Nouriel Roubini,  Re-Animator

We're not sure if there actually ever was a plot for Nouriel Roubini to lose. In case you haven't noticed yet, he's a fairly typical Keynesian establishment figure. In spite of having been one of the few mainstream economists who correctly predicted that the housing bubble would end in tears, he is otherwise never straying very far from the officially accepted economic orthodoxy. As an aside, that was not really a particularly difficult prediction to make. However,  the vast bulk of mainstream economists didn't make it, so it is a bit like the story about the egg of Columbusbecause so few mainstream economists saw the trouble coming that should have been obvious to anyone with eyes, ears and an abacus (ten fingers would have done in a pinch), Dr. Roubini's timely pre-2008 calamity pronouncements of doom have become his rightful claim to fame.

Ever since, he has become the 'officially allowed to keep us all in a permanent state of fear' economist. 'Officially' allowed because he is not averse to recommending Keynesian 'cures' buttressed by Keynesian analysis. In short he's by and large not much different from the typical establishment quack, albeit a more colorful and at times more original figure.

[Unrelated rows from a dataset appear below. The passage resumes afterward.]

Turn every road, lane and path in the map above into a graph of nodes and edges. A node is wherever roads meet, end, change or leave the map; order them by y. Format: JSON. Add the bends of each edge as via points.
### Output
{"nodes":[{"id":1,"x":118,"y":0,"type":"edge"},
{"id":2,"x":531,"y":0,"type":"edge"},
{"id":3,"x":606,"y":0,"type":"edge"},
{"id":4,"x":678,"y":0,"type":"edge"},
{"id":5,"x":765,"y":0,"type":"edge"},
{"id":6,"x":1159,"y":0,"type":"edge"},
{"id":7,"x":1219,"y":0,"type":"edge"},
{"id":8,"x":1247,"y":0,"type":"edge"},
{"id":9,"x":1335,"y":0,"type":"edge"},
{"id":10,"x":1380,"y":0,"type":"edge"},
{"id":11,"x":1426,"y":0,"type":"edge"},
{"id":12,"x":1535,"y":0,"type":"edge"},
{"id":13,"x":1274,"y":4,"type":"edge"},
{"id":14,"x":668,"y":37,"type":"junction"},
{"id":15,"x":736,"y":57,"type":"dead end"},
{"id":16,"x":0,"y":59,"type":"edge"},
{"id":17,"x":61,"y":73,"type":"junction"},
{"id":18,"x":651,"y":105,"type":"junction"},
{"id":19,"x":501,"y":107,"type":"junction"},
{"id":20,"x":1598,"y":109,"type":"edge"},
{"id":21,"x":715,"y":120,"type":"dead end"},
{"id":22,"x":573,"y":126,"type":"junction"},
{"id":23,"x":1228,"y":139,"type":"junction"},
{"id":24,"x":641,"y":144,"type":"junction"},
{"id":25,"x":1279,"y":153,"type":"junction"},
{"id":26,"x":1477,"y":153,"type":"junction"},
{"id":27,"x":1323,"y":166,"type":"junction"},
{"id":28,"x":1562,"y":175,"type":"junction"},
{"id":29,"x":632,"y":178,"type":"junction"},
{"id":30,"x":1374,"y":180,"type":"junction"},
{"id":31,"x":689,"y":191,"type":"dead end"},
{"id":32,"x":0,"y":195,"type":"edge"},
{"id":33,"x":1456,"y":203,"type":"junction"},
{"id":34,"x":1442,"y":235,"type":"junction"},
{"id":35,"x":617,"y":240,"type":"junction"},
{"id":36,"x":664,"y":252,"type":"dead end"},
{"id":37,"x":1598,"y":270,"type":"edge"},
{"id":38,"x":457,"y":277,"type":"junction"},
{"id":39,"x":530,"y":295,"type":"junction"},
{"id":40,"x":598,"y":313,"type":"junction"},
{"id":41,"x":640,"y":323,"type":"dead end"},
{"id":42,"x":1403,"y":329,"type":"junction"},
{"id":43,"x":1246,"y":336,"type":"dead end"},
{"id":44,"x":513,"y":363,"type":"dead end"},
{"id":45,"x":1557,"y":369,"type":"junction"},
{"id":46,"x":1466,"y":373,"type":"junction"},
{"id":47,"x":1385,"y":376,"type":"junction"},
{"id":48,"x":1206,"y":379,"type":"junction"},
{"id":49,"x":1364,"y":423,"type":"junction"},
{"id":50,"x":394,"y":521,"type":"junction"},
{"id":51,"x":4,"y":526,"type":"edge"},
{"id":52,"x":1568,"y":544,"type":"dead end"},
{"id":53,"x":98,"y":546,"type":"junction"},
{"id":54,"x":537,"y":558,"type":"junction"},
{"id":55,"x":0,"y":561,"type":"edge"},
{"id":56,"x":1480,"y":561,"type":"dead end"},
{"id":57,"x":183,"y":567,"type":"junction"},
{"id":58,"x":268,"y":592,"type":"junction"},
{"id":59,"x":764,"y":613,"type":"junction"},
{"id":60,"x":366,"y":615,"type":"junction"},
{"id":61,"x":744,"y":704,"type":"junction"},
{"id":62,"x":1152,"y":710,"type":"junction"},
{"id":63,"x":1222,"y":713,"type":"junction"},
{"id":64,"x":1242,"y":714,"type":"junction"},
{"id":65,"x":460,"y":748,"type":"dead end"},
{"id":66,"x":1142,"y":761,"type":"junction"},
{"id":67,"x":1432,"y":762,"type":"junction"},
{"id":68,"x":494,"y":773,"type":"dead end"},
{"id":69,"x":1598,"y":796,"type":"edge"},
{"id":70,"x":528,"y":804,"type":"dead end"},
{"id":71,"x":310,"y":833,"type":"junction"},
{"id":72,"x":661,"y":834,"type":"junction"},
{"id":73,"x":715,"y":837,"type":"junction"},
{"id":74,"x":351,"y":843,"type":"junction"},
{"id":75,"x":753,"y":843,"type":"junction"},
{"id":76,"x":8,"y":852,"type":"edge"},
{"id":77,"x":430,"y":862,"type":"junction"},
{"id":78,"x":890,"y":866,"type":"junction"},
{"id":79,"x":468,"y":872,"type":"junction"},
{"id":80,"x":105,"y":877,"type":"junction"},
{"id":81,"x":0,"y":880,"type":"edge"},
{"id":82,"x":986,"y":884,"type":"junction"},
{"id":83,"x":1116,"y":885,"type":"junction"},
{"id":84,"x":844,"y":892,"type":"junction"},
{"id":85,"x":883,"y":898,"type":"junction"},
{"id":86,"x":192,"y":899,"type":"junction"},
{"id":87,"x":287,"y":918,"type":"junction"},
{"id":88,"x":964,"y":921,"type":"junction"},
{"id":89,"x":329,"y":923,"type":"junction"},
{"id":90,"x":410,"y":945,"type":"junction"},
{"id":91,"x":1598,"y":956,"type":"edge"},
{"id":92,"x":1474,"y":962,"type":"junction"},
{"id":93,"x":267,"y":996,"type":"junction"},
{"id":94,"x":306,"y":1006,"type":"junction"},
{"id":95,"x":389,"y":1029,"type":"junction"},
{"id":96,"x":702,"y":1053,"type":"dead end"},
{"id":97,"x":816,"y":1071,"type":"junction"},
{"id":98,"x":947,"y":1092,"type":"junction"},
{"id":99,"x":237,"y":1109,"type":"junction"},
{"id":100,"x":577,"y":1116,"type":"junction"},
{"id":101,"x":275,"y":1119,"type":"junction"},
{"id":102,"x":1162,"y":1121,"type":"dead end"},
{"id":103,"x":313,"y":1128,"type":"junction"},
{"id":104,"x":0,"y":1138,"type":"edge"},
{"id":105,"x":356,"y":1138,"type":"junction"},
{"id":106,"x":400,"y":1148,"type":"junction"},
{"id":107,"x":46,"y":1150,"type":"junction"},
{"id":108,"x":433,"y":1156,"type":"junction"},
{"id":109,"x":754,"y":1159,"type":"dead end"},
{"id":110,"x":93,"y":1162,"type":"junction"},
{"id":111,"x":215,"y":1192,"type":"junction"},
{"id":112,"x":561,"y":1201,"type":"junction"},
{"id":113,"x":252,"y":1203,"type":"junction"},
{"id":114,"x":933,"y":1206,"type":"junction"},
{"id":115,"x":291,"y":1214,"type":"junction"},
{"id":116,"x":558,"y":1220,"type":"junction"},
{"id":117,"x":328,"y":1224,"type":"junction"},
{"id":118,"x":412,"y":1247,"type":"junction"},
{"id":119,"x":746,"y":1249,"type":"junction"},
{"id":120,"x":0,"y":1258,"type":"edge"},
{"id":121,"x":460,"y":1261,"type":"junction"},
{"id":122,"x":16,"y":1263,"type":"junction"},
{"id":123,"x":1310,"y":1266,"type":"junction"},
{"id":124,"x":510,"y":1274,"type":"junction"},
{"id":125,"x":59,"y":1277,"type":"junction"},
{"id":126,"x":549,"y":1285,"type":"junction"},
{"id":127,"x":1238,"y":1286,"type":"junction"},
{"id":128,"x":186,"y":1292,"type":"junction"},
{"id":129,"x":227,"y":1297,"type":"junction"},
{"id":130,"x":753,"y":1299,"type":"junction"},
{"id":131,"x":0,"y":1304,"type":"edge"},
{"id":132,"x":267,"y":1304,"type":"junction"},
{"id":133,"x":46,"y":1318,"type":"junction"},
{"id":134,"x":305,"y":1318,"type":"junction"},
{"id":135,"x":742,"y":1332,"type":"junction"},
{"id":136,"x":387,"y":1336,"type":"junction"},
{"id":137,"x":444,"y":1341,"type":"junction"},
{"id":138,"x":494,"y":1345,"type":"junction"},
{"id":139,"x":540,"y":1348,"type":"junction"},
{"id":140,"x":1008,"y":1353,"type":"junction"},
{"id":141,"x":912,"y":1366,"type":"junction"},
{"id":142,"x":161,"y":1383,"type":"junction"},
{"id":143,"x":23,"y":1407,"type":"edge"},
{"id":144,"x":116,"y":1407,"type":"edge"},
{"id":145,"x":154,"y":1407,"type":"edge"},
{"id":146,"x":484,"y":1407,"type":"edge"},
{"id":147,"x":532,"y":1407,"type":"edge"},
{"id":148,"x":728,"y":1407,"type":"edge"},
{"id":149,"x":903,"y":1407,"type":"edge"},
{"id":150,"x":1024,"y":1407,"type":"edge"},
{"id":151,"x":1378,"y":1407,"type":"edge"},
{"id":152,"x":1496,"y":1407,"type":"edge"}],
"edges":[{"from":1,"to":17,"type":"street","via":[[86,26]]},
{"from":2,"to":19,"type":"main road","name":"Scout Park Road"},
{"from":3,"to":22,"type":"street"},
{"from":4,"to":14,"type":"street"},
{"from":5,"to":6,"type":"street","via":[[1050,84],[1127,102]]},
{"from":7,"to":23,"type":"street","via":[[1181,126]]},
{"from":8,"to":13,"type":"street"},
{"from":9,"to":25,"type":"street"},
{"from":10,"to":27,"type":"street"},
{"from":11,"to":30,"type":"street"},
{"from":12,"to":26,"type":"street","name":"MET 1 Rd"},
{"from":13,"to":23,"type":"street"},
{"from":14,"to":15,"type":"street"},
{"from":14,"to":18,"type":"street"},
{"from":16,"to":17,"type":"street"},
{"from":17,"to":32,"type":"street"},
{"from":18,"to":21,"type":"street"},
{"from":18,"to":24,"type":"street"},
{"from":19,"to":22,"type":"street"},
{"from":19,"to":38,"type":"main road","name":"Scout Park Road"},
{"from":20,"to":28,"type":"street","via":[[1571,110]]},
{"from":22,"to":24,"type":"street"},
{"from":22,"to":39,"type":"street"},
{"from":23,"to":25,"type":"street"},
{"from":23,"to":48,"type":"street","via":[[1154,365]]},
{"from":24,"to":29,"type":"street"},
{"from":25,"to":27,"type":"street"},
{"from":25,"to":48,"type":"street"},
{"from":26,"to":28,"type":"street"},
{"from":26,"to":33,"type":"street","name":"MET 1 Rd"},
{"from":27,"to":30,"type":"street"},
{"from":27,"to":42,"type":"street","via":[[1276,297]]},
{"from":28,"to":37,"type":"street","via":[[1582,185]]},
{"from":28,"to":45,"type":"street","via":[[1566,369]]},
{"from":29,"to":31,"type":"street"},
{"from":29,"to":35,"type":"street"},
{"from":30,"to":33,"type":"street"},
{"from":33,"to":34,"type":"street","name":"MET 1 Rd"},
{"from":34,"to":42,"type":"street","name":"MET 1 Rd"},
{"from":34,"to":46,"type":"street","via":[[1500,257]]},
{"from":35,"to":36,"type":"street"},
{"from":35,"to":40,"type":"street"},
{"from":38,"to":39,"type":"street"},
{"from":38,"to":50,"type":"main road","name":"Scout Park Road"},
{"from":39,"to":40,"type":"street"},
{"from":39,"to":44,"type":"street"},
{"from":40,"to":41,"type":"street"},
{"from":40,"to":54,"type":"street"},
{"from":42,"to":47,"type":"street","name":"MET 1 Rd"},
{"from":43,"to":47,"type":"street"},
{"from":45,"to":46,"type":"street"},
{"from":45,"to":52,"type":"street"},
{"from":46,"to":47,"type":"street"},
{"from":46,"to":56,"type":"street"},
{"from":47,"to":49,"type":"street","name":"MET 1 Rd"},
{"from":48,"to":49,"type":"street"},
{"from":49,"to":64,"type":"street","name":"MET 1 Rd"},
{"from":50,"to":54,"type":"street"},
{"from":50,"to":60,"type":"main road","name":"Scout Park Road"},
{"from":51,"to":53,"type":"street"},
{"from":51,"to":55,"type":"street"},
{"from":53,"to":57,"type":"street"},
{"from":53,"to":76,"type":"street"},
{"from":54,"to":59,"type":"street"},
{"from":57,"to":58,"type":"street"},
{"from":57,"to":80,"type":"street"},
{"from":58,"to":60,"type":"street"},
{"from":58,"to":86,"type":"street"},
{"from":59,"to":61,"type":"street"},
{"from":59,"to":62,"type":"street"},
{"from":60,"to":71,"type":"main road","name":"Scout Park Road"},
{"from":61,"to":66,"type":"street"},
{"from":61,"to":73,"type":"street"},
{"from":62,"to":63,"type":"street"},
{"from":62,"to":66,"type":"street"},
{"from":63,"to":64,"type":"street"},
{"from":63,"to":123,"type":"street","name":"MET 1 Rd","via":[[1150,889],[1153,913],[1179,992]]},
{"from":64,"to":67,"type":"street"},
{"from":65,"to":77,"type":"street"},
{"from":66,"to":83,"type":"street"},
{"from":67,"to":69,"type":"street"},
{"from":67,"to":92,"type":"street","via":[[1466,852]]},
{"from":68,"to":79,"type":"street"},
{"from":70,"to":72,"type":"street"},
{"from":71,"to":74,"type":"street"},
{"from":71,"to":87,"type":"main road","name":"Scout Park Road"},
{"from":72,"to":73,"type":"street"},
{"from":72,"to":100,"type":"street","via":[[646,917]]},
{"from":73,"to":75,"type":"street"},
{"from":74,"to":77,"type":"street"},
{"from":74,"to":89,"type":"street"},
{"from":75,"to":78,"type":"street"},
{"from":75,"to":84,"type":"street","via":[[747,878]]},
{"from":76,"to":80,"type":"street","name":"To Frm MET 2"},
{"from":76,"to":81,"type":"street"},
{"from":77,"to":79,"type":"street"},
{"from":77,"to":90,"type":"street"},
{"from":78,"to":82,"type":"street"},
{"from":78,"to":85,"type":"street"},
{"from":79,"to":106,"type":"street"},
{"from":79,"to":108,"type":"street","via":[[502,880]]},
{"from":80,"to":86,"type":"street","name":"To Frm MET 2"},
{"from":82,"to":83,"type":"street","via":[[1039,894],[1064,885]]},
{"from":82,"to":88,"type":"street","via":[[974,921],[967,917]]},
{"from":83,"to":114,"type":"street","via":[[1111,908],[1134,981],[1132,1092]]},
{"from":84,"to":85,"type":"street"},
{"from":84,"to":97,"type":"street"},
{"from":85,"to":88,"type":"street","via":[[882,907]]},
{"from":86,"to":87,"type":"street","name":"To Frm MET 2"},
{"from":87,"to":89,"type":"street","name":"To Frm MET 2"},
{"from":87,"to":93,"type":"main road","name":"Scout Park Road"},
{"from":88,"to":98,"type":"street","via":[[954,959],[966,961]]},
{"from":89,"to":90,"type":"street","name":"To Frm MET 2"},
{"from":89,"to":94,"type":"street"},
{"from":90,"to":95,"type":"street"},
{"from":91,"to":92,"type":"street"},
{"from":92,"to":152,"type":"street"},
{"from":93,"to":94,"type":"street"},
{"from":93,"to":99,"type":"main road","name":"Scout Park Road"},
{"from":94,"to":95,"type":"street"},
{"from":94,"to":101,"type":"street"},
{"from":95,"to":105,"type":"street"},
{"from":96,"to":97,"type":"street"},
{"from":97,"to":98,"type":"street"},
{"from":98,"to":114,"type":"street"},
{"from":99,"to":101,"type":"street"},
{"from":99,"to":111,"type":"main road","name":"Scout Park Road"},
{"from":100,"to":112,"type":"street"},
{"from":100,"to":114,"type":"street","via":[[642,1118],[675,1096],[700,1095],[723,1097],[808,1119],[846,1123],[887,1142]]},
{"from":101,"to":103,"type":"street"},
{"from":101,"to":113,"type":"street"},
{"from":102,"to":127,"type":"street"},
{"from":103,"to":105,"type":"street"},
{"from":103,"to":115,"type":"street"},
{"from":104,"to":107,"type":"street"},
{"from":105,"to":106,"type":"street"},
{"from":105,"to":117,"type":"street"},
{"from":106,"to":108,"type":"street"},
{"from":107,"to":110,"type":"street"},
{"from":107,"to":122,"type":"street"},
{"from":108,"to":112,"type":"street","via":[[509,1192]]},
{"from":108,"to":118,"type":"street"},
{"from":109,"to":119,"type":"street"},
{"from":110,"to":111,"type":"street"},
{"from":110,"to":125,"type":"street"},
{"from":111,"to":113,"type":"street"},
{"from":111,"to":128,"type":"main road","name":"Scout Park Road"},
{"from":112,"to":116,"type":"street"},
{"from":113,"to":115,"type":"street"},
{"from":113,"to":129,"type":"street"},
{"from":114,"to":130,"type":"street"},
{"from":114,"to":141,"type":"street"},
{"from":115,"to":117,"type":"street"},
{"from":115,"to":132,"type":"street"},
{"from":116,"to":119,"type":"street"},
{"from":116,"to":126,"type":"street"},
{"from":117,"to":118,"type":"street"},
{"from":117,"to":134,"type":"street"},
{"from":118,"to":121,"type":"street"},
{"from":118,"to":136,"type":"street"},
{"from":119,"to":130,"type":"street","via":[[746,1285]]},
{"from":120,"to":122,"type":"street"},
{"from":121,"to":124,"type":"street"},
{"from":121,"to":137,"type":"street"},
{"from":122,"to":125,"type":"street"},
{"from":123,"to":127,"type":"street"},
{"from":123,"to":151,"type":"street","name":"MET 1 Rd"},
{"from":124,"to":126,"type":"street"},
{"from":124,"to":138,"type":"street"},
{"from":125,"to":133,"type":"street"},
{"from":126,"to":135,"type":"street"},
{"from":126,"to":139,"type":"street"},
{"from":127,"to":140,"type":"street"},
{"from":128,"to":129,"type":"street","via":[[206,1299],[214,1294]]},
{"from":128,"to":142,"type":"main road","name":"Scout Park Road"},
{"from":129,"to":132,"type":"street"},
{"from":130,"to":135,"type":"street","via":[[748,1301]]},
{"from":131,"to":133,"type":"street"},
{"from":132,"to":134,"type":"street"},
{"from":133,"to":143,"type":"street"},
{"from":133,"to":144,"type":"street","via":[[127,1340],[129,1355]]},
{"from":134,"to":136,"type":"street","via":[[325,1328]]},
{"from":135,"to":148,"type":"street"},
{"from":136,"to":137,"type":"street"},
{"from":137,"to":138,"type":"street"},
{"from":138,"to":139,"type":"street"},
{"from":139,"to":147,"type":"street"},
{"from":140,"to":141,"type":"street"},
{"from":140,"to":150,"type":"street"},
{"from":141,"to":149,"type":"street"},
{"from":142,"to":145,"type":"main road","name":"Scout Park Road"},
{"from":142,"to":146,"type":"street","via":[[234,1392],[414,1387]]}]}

Note that he once worked as a courtier economist for the Federal Reserve – in the department where the rest of the professional apologists for the fiat money system are cooped up and earning way above market wage rates that are deviously extracted from all holders of dollars via the Fed's inflationary policies (he also worked for the IMF, the World Bank, the Bank of Israel, the Council of Economic Advisors and the treasury department, while also teaching at Yale; in short, his vita betrays that he is in fact the quintessential establishment figure).

In that sense, we do actually have great respect for Roubini's decision to abscond and become independent – contrary to his former colleagues, he actually does now earn what the market will pay him.

Alas, although he seems to be eager to court controversy from time to time in order to remain newsworthy, he has not mended his Keynesian ways.  Also, the accuracy of his predictions has become somewhat more erratic. For instance, he's been warning people off gold for at least the last $800 of its advance (no surprise there – as far as we know not a single contemporary Keynesian actually understands gold).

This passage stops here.